Task statement. Using the data below, return the stretch from the line that contains "ring mcp: (304, 232)" through the line that contains "pinky tip: (293, 234)", both included, exactly as it stands and nothing beyond it.

Record extracts.

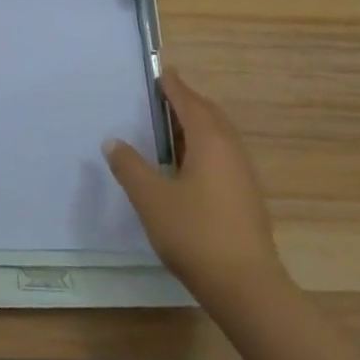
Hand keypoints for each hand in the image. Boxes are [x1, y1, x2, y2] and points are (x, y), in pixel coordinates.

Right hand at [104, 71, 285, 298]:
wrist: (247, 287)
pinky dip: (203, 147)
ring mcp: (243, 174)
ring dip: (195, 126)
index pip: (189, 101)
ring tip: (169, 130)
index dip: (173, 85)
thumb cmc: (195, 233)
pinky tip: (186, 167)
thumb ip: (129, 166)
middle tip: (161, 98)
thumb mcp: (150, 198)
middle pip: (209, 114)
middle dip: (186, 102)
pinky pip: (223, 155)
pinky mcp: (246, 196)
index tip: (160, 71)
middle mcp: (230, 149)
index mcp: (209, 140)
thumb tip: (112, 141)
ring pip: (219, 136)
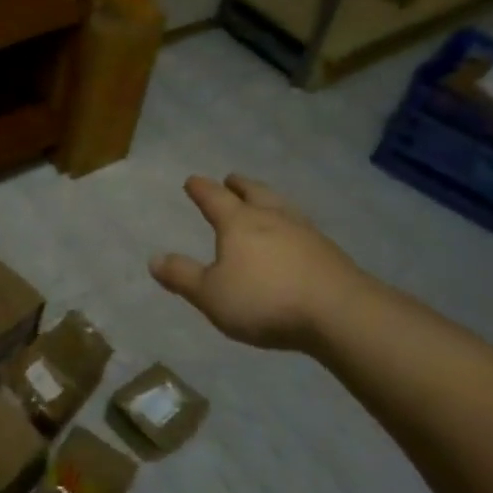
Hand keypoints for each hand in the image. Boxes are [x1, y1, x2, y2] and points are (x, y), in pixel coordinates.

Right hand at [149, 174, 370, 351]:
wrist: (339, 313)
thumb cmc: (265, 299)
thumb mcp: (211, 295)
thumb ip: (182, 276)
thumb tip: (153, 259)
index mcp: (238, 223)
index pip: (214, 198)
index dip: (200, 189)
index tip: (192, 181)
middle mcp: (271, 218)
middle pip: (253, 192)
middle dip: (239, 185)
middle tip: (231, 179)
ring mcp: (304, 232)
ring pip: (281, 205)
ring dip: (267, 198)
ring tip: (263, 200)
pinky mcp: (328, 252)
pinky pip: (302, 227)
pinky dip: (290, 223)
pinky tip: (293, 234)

* * *

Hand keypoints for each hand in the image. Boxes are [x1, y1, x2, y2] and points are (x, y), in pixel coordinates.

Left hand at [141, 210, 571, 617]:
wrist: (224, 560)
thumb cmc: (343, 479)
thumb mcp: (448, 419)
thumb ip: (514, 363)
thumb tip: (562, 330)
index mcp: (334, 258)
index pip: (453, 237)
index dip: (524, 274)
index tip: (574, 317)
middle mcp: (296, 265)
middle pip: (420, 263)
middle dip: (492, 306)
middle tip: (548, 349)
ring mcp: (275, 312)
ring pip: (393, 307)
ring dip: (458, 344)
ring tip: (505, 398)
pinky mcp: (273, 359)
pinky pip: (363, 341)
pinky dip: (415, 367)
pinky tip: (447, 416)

Solution to this exercise.
ring mcp: (304, 232)
ring pip: (281, 205)
ring dip: (267, 198)
ring tip: (263, 200)
pinky mcp: (328, 252)
pinky pip: (302, 227)
pinky dip: (290, 223)
pinky tip: (293, 234)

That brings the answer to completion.